# [Problem requirements]
Take every line from the listing below that contains "Potiers".

◇ ◇ ◇ ◇ ◇

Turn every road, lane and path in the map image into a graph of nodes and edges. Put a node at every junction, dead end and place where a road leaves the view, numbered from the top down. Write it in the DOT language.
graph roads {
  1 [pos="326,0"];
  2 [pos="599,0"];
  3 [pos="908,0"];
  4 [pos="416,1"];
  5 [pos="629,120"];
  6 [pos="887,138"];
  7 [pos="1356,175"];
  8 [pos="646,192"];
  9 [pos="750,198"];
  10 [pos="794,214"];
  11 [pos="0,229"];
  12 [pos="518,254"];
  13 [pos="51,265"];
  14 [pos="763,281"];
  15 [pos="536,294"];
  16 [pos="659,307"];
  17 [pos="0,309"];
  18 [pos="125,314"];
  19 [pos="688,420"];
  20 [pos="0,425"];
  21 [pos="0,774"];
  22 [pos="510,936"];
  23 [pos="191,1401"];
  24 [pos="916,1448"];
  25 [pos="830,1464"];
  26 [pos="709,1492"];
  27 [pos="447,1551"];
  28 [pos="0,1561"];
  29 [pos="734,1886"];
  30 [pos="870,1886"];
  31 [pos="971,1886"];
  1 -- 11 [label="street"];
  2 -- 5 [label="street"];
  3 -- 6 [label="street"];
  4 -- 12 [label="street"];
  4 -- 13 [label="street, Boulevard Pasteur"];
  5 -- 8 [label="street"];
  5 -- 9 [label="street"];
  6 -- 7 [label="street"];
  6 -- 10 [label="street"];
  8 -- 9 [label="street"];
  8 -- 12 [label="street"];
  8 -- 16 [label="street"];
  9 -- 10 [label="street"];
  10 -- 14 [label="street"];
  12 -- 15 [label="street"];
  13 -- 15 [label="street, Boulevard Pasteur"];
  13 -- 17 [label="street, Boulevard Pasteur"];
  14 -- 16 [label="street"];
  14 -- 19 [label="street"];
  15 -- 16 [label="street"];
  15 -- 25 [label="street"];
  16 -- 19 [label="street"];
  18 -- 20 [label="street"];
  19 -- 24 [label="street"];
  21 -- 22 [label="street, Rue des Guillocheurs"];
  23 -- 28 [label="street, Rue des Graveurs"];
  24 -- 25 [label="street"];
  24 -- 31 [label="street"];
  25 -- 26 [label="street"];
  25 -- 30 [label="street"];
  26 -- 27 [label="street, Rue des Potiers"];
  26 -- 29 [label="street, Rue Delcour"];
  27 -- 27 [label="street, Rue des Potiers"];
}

◇ ◇ ◇ ◇ ◇

# [Result for this exercise]
  26 -- 27 [label="street, Rue des Potiers"];
  27 -- 27 [label="street, Rue des Potiers"];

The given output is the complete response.